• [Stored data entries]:
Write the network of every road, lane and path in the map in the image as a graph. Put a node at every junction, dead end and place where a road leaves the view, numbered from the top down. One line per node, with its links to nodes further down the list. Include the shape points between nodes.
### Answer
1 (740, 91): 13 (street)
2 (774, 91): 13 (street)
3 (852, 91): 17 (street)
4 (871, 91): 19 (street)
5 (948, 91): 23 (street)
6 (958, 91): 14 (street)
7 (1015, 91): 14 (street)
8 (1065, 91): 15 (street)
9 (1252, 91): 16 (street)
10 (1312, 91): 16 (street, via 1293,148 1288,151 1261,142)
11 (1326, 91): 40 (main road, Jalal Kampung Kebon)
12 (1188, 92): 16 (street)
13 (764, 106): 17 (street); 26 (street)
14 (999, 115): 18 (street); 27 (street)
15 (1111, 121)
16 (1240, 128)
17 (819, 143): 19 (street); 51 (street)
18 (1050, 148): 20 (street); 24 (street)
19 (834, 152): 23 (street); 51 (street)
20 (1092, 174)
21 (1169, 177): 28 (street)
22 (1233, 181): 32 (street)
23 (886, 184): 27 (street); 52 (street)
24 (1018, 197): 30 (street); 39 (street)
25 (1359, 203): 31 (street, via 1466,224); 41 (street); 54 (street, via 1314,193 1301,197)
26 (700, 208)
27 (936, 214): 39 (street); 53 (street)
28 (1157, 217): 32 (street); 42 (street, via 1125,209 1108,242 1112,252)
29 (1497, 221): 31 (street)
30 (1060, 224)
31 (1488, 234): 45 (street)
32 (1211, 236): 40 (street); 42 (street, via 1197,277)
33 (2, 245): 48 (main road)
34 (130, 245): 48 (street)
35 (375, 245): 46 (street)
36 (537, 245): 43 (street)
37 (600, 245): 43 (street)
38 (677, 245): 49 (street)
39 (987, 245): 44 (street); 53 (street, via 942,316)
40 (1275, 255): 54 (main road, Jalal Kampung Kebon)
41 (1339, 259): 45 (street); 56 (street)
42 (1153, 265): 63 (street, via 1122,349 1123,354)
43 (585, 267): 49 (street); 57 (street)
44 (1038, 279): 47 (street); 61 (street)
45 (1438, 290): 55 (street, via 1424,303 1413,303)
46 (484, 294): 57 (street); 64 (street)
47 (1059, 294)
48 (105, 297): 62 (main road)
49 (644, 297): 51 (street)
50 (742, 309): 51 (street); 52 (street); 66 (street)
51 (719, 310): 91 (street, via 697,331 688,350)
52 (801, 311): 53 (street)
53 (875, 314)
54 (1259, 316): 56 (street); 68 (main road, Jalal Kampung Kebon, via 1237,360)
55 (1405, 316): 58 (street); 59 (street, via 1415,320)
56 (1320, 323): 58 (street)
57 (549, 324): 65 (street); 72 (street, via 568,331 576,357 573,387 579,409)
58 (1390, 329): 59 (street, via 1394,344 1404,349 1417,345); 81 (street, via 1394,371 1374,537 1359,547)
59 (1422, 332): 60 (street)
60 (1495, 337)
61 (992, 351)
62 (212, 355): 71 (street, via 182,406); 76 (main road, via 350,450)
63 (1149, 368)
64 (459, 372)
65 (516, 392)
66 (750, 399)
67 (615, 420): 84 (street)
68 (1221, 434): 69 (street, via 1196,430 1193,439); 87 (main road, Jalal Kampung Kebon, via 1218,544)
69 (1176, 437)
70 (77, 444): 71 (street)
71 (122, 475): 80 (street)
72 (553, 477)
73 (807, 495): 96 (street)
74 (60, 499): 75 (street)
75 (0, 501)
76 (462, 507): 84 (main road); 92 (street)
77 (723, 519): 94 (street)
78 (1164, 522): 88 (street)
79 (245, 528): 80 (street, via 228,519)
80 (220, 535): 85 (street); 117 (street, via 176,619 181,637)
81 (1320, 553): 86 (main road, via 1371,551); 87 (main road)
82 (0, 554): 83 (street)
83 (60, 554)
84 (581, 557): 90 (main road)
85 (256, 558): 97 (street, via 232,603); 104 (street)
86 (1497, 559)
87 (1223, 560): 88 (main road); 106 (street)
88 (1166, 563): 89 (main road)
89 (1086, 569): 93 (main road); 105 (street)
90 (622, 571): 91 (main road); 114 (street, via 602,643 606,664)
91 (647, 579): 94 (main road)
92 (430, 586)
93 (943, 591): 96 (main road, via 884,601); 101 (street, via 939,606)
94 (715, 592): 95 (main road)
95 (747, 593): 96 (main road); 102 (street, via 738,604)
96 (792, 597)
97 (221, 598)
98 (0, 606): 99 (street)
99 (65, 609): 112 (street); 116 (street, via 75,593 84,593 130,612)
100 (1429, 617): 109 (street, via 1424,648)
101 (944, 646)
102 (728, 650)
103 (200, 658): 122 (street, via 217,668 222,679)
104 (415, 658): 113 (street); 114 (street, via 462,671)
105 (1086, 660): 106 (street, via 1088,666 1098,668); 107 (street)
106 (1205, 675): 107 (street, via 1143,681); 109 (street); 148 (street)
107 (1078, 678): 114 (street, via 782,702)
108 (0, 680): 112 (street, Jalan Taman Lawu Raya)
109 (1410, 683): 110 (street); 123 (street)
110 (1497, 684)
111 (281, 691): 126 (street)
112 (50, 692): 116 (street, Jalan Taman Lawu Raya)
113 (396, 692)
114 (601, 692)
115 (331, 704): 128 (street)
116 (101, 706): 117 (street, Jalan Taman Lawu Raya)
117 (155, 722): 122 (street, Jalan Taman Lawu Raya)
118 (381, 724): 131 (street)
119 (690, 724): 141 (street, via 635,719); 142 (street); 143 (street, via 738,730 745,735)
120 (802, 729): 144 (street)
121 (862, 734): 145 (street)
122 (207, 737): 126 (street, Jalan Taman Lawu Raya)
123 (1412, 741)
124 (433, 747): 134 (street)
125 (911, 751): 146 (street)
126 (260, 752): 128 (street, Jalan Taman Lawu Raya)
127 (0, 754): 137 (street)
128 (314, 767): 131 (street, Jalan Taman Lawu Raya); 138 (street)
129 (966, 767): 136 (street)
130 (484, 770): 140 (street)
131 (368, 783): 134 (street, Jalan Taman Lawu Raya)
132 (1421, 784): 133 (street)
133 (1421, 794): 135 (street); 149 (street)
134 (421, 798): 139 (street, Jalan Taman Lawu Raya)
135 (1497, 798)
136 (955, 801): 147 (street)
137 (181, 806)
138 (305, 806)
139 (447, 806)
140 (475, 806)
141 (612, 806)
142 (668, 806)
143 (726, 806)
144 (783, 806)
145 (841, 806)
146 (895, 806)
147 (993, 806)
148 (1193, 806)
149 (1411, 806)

• [REQUIREMENT]:
Each entry must be output exactly as it was written.

• [SOLVED PROBLEM]:
Write the network of every road, lane and path in the map in the image as a graph. Put a node at every junction, dead end and place where a road leaves the view, numbered from the top down. One line per node, with its links to nodes further down the list. Include the shape points between nodes.
### Answer
1 (740, 91): 13 (street)
2 (774, 91): 13 (street)
3 (852, 91): 17 (street)
4 (871, 91): 19 (street)
5 (948, 91): 23 (street)
6 (958, 91): 14 (street)
7 (1015, 91): 14 (street)
8 (1065, 91): 15 (street)
9 (1252, 91): 16 (street)
10 (1312, 91): 16 (street, via 1293,148 1288,151 1261,142)
11 (1326, 91): 40 (main road, Jalal Kampung Kebon)
12 (1188, 92): 16 (street)
13 (764, 106): 17 (street); 26 (street)
14 (999, 115): 18 (street); 27 (street)
15 (1111, 121)
16 (1240, 128)
17 (819, 143): 19 (street); 51 (street)
18 (1050, 148): 20 (street); 24 (street)
19 (834, 152): 23 (street); 51 (street)
20 (1092, 174)
21 (1169, 177): 28 (street)
22 (1233, 181): 32 (street)
23 (886, 184): 27 (street); 52 (street)
24 (1018, 197): 30 (street); 39 (street)
25 (1359, 203): 31 (street, via 1466,224); 41 (street); 54 (street, via 1314,193 1301,197)
26 (700, 208)
27 (936, 214): 39 (street); 53 (street)
28 (1157, 217): 32 (street); 42 (street, via 1125,209 1108,242 1112,252)
29 (1497, 221): 31 (street)
30 (1060, 224)
31 (1488, 234): 45 (street)
32 (1211, 236): 40 (street); 42 (street, via 1197,277)
33 (2, 245): 48 (main road)
34 (130, 245): 48 (street)
35 (375, 245): 46 (street)
36 (537, 245): 43 (street)
37 (600, 245): 43 (street)
38 (677, 245): 49 (street)
39 (987, 245): 44 (street); 53 (street, via 942,316)
40 (1275, 255): 54 (main road, Jalal Kampung Kebon)
41 (1339, 259): 45 (street); 56 (street)
42 (1153, 265): 63 (street, via 1122,349 1123,354)
43 (585, 267): 49 (street); 57 (street)
44 (1038, 279): 47 (street); 61 (street)
45 (1438, 290): 55 (street, via 1424,303 1413,303)
46 (484, 294): 57 (street); 64 (street)
47 (1059, 294)
48 (105, 297): 62 (main road)
49 (644, 297): 51 (street)
50 (742, 309): 51 (street); 52 (street); 66 (street)
51 (719, 310): 91 (street, via 697,331 688,350)
52 (801, 311): 53 (street)
53 (875, 314)
54 (1259, 316): 56 (street); 68 (main road, Jalal Kampung Kebon, via 1237,360)
55 (1405, 316): 58 (street); 59 (street, via 1415,320)
56 (1320, 323): 58 (street)
57 (549, 324): 65 (street); 72 (street, via 568,331 576,357 573,387 579,409)
58 (1390, 329): 59 (street, via 1394,344 1404,349 1417,345); 81 (street, via 1394,371 1374,537 1359,547)
59 (1422, 332): 60 (street)
60 (1495, 337)
61 (992, 351)
62 (212, 355): 71 (street, via 182,406); 76 (main road, via 350,450)
63 (1149, 368)
64 (459, 372)
65 (516, 392)
66 (750, 399)
67 (615, 420): 84 (street)
68 (1221, 434): 69 (street, via 1196,430 1193,439); 87 (main road, Jalal Kampung Kebon, via 1218,544)
69 (1176, 437)
70 (77, 444): 71 (street)
71 (122, 475): 80 (street)
72 (553, 477)
73 (807, 495): 96 (street)
74 (60, 499): 75 (street)
75 (0, 501)
76 (462, 507): 84 (main road); 92 (street)
77 (723, 519): 94 (street)
78 (1164, 522): 88 (street)
79 (245, 528): 80 (street, via 228,519)
80 (220, 535): 85 (street); 117 (street, via 176,619 181,637)
81 (1320, 553): 86 (main road, via 1371,551); 87 (main road)
82 (0, 554): 83 (street)
83 (60, 554)
84 (581, 557): 90 (main road)
85 (256, 558): 97 (street, via 232,603); 104 (street)
86 (1497, 559)
87 (1223, 560): 88 (main road); 106 (street)
88 (1166, 563): 89 (main road)
89 (1086, 569): 93 (main road); 105 (street)
90 (622, 571): 91 (main road); 114 (street, via 602,643 606,664)
91 (647, 579): 94 (main road)
92 (430, 586)
93 (943, 591): 96 (main road, via 884,601); 101 (street, via 939,606)
94 (715, 592): 95 (main road)
95 (747, 593): 96 (main road); 102 (street, via 738,604)
96 (792, 597)
97 (221, 598)
98 (0, 606): 99 (street)
99 (65, 609): 112 (street); 116 (street, via 75,593 84,593 130,612)
100 (1429, 617): 109 (street, via 1424,648)
101 (944, 646)
102 (728, 650)
103 (200, 658): 122 (street, via 217,668 222,679)
104 (415, 658): 113 (street); 114 (street, via 462,671)
105 (1086, 660): 106 (street, via 1088,666 1098,668); 107 (street)
106 (1205, 675): 107 (street, via 1143,681); 109 (street); 148 (street)
107 (1078, 678): 114 (street, via 782,702)
108 (0, 680): 112 (street, Jalan Taman Lawu Raya)
109 (1410, 683): 110 (street); 123 (street)
110 (1497, 684)
111 (281, 691): 126 (street)
112 (50, 692): 116 (street, Jalan Taman Lawu Raya)
113 (396, 692)
114 (601, 692)
115 (331, 704): 128 (street)
116 (101, 706): 117 (street, Jalan Taman Lawu Raya)
117 (155, 722): 122 (street, Jalan Taman Lawu Raya)
118 (381, 724): 131 (street)
119 (690, 724): 141 (street, via 635,719); 142 (street); 143 (street, via 738,730 745,735)
120 (802, 729): 144 (street)
121 (862, 734): 145 (street)
122 (207, 737): 126 (street, Jalan Taman Lawu Raya)
123 (1412, 741)
124 (433, 747): 134 (street)
125 (911, 751): 146 (street)
126 (260, 752): 128 (street, Jalan Taman Lawu Raya)
127 (0, 754): 137 (street)
128 (314, 767): 131 (street, Jalan Taman Lawu Raya); 138 (street)
129 (966, 767): 136 (street)
130 (484, 770): 140 (street)
131 (368, 783): 134 (street, Jalan Taman Lawu Raya)
132 (1421, 784): 133 (street)
133 (1421, 794): 135 (street); 149 (street)
134 (421, 798): 139 (street, Jalan Taman Lawu Raya)
135 (1497, 798)
136 (955, 801): 147 (street)
137 (181, 806)
138 (305, 806)
139 (447, 806)
140 (475, 806)
141 (612, 806)
142 (668, 806)
143 (726, 806)
144 (783, 806)
145 (841, 806)
146 (895, 806)
147 (993, 806)
148 (1193, 806)
149 (1411, 806)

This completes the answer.